[webkit-reviews] review denied: [Bug 119423] Improve srcset parser : [Attachment 209108] Patch

Tue Aug 20 01:23:04 PDT 2013

Benjamin Poulain <benjamin at webkit.org> has denied Romain Perier
<romain.perier at gmail.com>'s request for review:
Bug 119423: Improve srcset parser
https://bugs.webkit.org/show_bug.cgi?id=119423

Attachment 209108: Patch
https://bugs.webkit.org/attachment.cgi?id=209108&action=review

------- Additional Comments from Benjamin Poulain <benjamin at webkit.org>
View in context: https://bugs.webkit.org/attachment.cgi?id=209108&action=review

I am going to bed, I'll finish the review on the next iteration :)

General comments:
-This looks very efficient allocation wise. (did you benchmark it?)
-You should have more variables with better names instead of reusing index and
from.
-If you can avoid loading a character twice from memory, that is great.
-We should probably extract the whole parsing code in a static function with a
explanative name (parseImagesWithScaleFromSrcsetAttribute()?). That's usually
how we document things in WebKit.

> Source/WebCore/ChangeLog:14
> +	   when parsing. That is more efficient on ARM devices and avoids
trashing the data cache.

You can probably drop the "on ARM". I have the feeling this is gonna be faster
everywhere.

> Source/WebCore/html/parser/HTMLParserIdioms.cpp:325
> +    size_t from = 0;

"from" is a little generic.
What about imageCandidateStringStart?

> Source/WebCore/html/parser/HTMLParserIdioms.cpp:328
>  

Extra space.

> Source/WebCore/html/parser/HTMLParserIdioms.cpp:329
> +	   if (from >= srcSetAttribute.length())
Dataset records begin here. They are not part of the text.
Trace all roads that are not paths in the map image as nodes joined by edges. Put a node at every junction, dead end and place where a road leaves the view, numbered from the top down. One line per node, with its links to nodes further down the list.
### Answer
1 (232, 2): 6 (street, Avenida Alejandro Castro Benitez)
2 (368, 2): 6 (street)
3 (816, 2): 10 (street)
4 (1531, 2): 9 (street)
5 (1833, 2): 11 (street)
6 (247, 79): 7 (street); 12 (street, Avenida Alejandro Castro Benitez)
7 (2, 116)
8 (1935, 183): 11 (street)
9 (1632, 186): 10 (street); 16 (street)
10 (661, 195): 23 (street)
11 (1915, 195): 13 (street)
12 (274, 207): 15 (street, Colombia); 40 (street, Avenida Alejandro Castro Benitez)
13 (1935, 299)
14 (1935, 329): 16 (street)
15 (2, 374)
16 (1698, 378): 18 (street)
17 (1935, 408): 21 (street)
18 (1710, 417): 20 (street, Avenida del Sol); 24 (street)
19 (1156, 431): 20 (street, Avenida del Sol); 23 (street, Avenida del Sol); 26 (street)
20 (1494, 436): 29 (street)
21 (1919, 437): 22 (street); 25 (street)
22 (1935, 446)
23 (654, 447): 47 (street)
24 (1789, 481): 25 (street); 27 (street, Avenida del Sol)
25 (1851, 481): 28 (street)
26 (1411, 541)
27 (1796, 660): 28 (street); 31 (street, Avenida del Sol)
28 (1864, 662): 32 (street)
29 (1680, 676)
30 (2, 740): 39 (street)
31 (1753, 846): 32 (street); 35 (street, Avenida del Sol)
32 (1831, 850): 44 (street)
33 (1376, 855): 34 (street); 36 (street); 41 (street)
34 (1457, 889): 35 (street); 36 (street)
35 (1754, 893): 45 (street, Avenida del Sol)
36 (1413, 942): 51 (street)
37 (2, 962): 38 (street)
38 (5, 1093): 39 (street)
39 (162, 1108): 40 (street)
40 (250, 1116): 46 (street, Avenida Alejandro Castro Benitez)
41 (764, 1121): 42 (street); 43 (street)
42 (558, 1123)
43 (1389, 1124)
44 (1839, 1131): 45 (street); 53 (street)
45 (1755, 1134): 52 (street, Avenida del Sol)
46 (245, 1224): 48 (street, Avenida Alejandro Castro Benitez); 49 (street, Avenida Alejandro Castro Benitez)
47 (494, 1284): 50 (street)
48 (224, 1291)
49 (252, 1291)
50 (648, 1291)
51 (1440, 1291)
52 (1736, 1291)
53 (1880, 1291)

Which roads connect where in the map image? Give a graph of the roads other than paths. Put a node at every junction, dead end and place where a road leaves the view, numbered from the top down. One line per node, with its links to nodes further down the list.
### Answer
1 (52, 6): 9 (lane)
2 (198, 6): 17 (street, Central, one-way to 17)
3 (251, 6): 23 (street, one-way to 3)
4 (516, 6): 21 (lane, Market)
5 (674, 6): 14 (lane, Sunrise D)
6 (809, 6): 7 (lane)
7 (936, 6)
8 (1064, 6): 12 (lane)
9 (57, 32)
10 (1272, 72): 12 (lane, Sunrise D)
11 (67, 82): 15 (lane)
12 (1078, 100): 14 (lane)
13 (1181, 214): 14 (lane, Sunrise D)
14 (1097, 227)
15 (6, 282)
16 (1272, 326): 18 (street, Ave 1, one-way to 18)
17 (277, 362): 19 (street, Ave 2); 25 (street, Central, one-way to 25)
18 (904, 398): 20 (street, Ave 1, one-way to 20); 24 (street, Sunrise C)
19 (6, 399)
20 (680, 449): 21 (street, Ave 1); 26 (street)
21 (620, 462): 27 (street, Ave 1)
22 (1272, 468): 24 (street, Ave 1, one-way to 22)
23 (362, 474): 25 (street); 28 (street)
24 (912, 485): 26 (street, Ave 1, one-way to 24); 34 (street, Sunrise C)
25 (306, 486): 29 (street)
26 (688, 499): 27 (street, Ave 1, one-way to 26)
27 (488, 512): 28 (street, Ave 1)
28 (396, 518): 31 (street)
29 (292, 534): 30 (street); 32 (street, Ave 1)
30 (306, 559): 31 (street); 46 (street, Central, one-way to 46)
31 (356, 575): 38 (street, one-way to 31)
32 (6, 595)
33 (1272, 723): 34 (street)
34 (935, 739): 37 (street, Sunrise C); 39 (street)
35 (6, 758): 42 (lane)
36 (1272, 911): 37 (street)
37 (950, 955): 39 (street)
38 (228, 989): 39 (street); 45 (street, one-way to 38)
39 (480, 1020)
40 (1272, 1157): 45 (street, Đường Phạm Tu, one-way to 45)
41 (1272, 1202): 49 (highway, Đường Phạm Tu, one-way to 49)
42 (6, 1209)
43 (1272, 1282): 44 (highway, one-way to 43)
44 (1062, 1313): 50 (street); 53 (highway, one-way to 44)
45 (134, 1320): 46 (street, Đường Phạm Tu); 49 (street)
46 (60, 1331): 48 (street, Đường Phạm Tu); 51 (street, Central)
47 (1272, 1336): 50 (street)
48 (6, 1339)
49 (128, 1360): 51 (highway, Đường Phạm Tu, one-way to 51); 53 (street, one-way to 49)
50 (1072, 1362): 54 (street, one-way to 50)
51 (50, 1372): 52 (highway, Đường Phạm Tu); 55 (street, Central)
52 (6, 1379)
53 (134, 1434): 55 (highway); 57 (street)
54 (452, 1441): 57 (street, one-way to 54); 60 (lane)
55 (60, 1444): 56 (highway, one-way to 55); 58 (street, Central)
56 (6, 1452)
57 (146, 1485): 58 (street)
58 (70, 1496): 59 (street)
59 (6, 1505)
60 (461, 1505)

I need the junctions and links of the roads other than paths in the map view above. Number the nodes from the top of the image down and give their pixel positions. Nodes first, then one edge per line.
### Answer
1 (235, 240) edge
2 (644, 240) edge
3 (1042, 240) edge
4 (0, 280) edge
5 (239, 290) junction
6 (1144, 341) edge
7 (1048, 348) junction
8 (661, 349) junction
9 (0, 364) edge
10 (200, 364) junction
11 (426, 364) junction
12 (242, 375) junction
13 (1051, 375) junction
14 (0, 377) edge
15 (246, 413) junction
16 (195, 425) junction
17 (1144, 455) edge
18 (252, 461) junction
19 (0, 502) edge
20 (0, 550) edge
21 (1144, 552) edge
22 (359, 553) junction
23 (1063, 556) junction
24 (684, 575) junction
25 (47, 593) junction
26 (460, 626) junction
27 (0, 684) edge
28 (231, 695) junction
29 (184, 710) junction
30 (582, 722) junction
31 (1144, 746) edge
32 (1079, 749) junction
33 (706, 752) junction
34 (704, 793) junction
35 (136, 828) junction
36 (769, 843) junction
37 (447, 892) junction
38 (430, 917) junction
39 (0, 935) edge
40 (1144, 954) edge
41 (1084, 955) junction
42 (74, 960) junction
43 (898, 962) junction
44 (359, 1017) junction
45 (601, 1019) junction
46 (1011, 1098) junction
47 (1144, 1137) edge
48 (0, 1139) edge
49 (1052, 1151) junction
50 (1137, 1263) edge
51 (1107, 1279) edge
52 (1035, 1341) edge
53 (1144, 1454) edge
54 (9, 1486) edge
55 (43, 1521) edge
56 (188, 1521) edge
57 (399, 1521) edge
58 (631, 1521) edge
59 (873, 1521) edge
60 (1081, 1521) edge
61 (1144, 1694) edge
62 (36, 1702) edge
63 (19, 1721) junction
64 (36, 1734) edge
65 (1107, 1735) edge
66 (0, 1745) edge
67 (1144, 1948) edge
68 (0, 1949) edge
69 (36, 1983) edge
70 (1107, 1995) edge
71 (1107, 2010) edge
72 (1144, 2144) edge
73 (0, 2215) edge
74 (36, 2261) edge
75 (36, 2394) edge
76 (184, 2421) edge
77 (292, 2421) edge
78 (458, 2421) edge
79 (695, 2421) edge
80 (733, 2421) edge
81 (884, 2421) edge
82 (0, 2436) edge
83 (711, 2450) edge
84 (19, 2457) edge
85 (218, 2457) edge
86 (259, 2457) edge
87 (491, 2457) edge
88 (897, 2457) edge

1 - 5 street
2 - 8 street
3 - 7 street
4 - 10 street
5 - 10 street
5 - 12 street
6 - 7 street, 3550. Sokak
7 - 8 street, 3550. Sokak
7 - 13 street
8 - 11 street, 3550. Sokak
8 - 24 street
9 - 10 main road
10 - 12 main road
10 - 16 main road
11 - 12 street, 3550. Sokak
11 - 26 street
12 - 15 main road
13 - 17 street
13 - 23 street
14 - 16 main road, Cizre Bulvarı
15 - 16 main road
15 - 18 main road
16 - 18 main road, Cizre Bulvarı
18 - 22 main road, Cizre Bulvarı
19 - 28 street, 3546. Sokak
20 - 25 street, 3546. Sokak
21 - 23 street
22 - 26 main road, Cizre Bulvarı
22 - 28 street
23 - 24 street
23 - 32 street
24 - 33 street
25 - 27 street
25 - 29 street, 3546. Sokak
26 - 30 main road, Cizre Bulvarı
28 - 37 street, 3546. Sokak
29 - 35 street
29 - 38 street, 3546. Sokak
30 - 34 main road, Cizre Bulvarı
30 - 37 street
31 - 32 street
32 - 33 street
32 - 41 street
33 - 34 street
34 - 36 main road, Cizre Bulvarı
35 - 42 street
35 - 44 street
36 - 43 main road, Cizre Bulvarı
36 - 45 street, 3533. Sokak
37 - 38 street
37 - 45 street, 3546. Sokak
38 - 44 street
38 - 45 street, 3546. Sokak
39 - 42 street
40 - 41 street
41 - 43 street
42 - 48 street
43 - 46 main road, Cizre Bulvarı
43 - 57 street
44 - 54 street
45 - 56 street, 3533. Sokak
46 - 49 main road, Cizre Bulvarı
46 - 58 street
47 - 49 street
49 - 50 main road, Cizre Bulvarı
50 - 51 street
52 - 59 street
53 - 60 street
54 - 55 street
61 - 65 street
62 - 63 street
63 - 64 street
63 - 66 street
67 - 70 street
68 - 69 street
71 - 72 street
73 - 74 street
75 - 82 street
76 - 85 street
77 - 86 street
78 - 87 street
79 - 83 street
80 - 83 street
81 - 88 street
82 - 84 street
You could keep srcSetAttribute.length() in a temporary variable outside the
loop. This would avoid querying for the string impl for each iterations.

> Source/WebCore/html/parser/HTMLParserIdioms.cpp:330
> +	       break;

Since this is the only break condition for the loop, why not have while(from >=
srcSetAttributeLength)?

> Source/WebCore/html/parser/HTMLParserIdioms.cpp:335
> +	   // Collect a sequence of characters that are not space, it's the url

Missing period.

> Source/WebCore/html/parser/HTMLParserIdioms.cpp:340
> +	   size_t index = srcSetAttribute.find(isNotHTMLSpace, from);
> +	   if (index >= separator) {
> +	       from = separator + 1;
>	       continue;
> -	   if (!data.last().endsWith('x'))
> +	   }

I would start with this, then find the separator.

The reason has to do with how you read the memory:
Let's say you have "	foo.jpg 2x". When executing "srcSetAttribute.find(',',
from)", you will go over the spaces and find the separator. Then, you execute
"srcSetAttribute.find(isNotHTMLSpace, from)" which will read the memory again
from the beginning to find the character 'f'.

If you inverses the operations. You first skip all the HTMLSpace. Then you
never have to go over them again. You take the position you found, and you look
for the separator: "srcSetAttribute.find(',', index).

> Source/WebCore/html/parser/HTMLParserIdioms.cpp:341
> +	   from = index;

index is too generic. The previous "index" is "startOfTheURLString"

> Source/WebCore/html/parser/HTMLParserIdioms.cpp:342
> +	   index = srcSetAttribute.find(isHTMLSpace, index);

index -> endOfTheURLString?

You could also imagine doing this before finding the separator (to avoid
loading the same characters again from memory).

In that case, "foo,bar.jpg 2x, would parse "foo,bar.jpg" as the URL. I don't
know if that is okay? (hum, do we have tests for that kind of input anyway?)

> Source/WebCore/html/parser/HTMLParserIdioms.cpp:347
> +	   size_t url = from, spaceSep = index;

Each statement should get its own line. (WebKit coding style)

> Source/WebCore/html/parser/HTMLParserIdioms.cpp:349
> +	   // Collect a sequence of characters that are neither "," nor space,
it's the descriptor

Missing period.